Windows 10 Mobile must be configured to disable all Bluetooth profiles except for HSP (Headset Profile), HFP (HandsFree Profile), and SPP (Serial Port Profile).
Overview
| Finding ID | Version | Rule ID | IA Controls | Severity |
|---|---|---|---|---|
| V-70119 | MSWM-10-500504 | SV-84741r1_rule | Medium |
| Description |
|---|
| Some Bluetooth profiles provide the capability for remote transfer of sensitive DoD data without encryption or otherwise do not meet DoD IT security policies and therefore should be disabled.
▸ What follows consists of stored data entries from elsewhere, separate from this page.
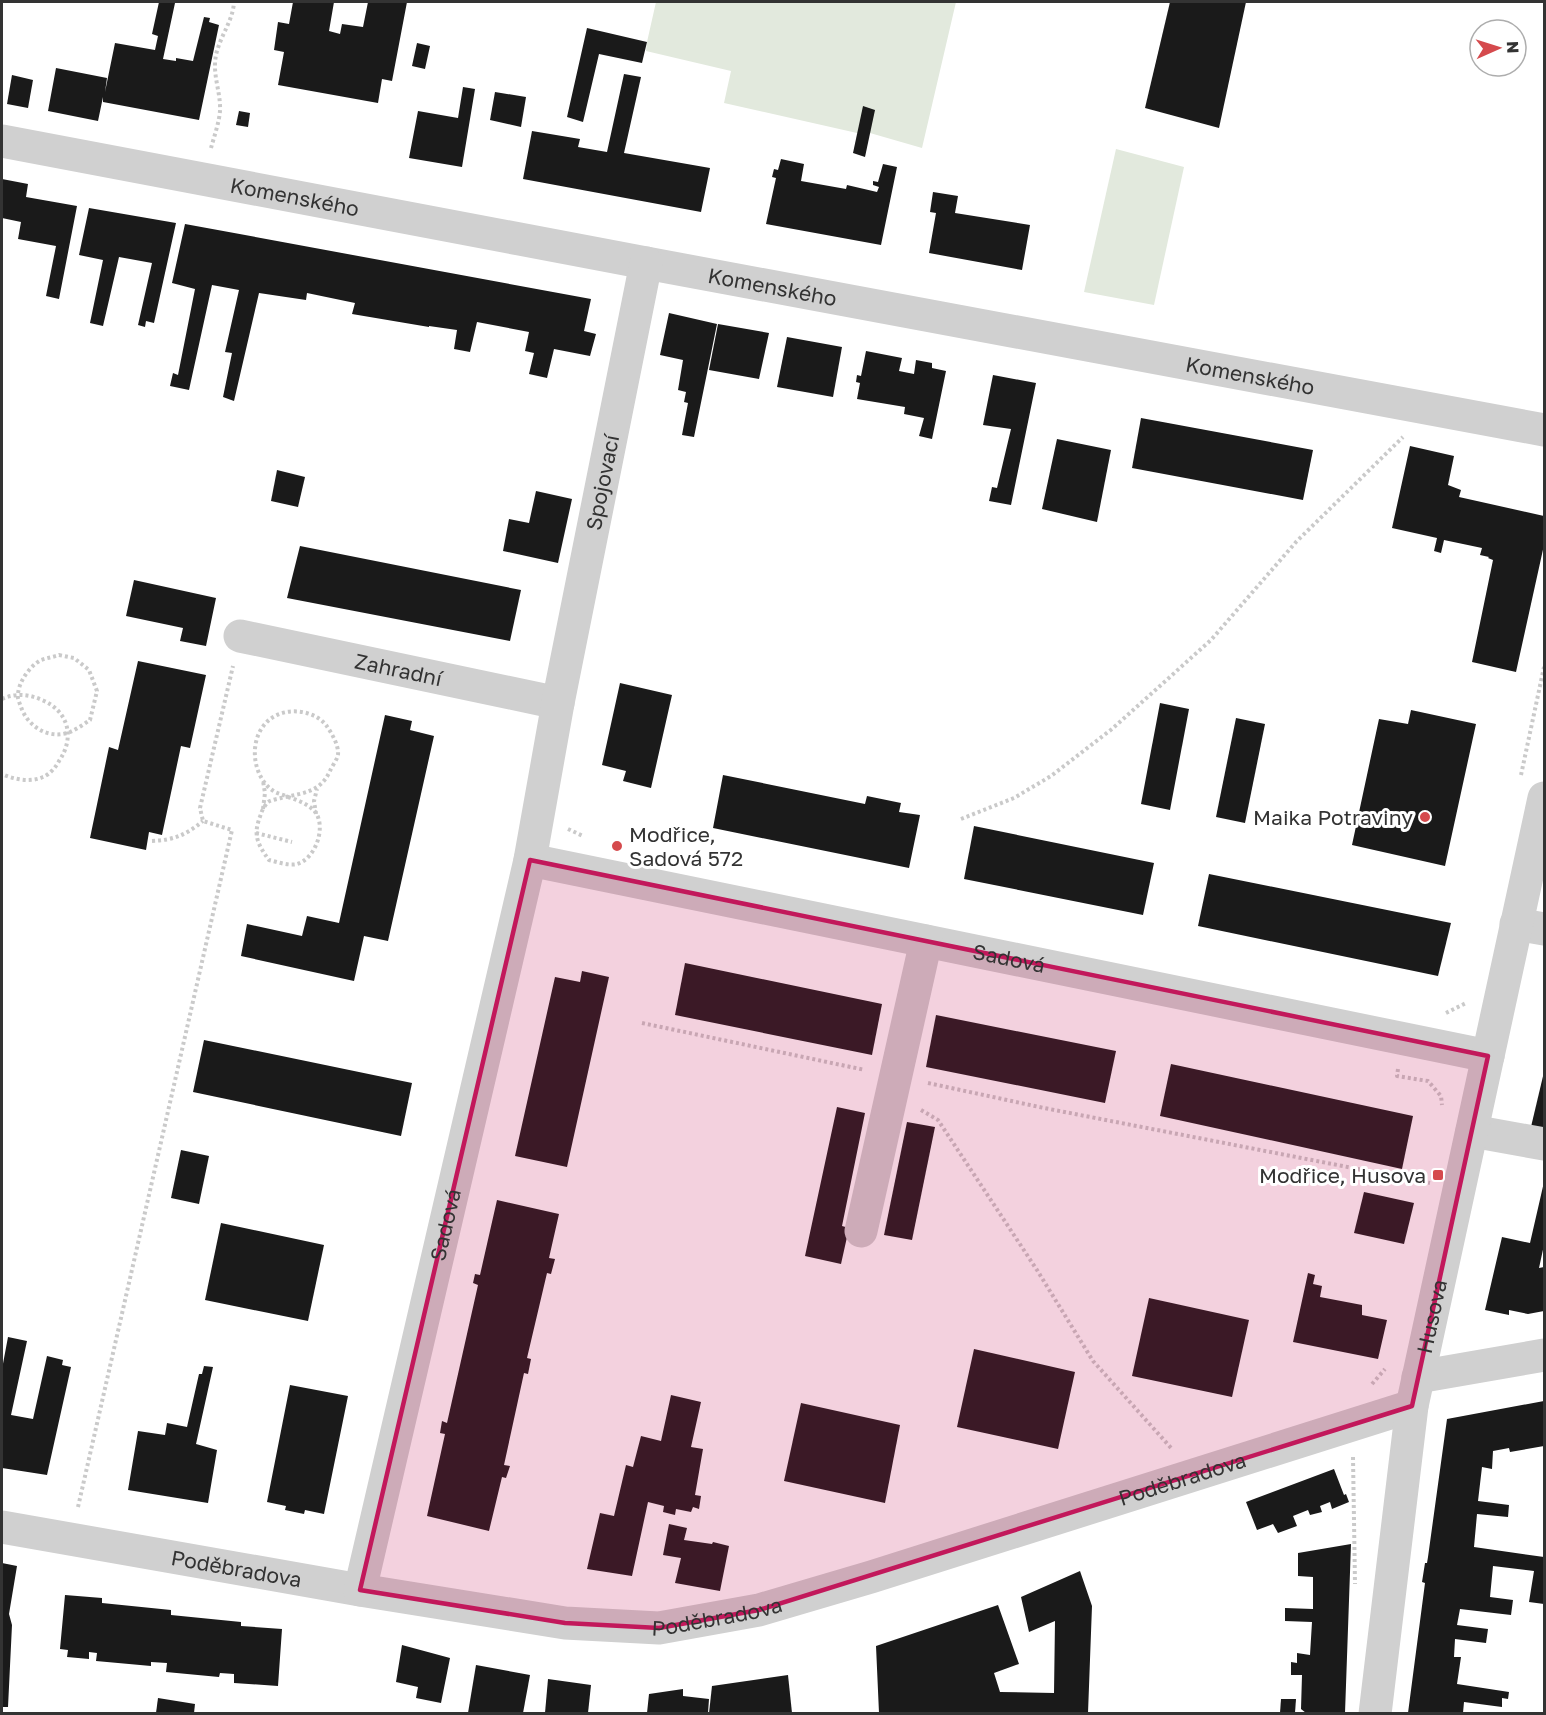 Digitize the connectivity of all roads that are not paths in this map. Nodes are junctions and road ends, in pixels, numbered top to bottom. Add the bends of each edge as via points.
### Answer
1 (2, 141) edge
2 (646, 263) junction
3 (1545, 430) edge
4 (240, 636) road end
5 (558, 703) junction
6 (1532, 790) edge
7 (530, 860) junction
8 (1531, 926) edge
9 (926, 941) junction
10 (1488, 1056) junction
11 (1472, 1131) junction
12 (1545, 1144) edge
13 (861, 1231) dead end
14 (1545, 1355) edge
15 (1415, 1391) junction
16 (2, 1527) edge
17 (360, 1590) junction
18 (1375, 1713) edge

1 - 2 street, Komenského
2 - 3 street, Komenského
2 - 5 street, Spojovací
4 - 5 street, Zahradní
5 - 7 street, Sadová
6 - 8 street, Husova
7 - 9 street, Sadová
7 - 17 street, Sadová
8 - 10 street, Husova
9 - 10 street, Sadová
9 - 13 street
10 - 11 street, Husova
11 - 12 street
11 - 15 street, Husova
14 - 15 street, Poděbradova
15 - 17 street, Poděbradova via 1352,1425 759,1610 659,1628 565,1623
15 - 18 street, Husova
16 - 17 street, Poděbradova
SFR ID: FMT_SMF_EXT.1.1 #20f |
| STIG | Date |
|---|---|
| Microsoft Windows 10 Mobile Security Technical Implementation Guide | 2017-09-11 |
Details
| Check Text ( C-70595r1_chk ) |
|---|
| Review Windows 10 Mobile configuration settings to disable all Bluetooth profiles except for HSP (Headset Profile), HFP (HandsFree Profile), and SPP (Serial Port Profile). This validation procedure is performed only on the MDM administration console. On the MDM administration console: 1. Ask the MDM administrator to verify the Bluetooth compliance policy. 2. Find the setting for restricting "Bluetooth Services Allowed" profiles. 3. Verify that HSP, HFP and SPP are the only Bluetooth profiles allowed in the Bluetooth policy. If the MDM console does not expose any UI controls for Bluetooth profiles a custom configuration value can used as shown here: "{0000111E-0000-1000-8000-00805F9B34FB};{00001108-0000-1000-8000-00805F9B34FB};{00001101-0000-1000-8000-00805F9B34FB}" If the MDM does not have a compliance policy that restricts Bluetooth profiles to just those allowed, this is a finding. |
| Fix Text (F-76355r1_fix) |
|---|
| Configure the MDM system to enforce a policy which configures the "Bluetooth Services Allowed" policy to restrict Bluetooth profiles to just HSP (Headset Profile), HFP (HandsFree Profile), and SPP (Serial Port Profile). Deploy the MDM policy to managed devices. |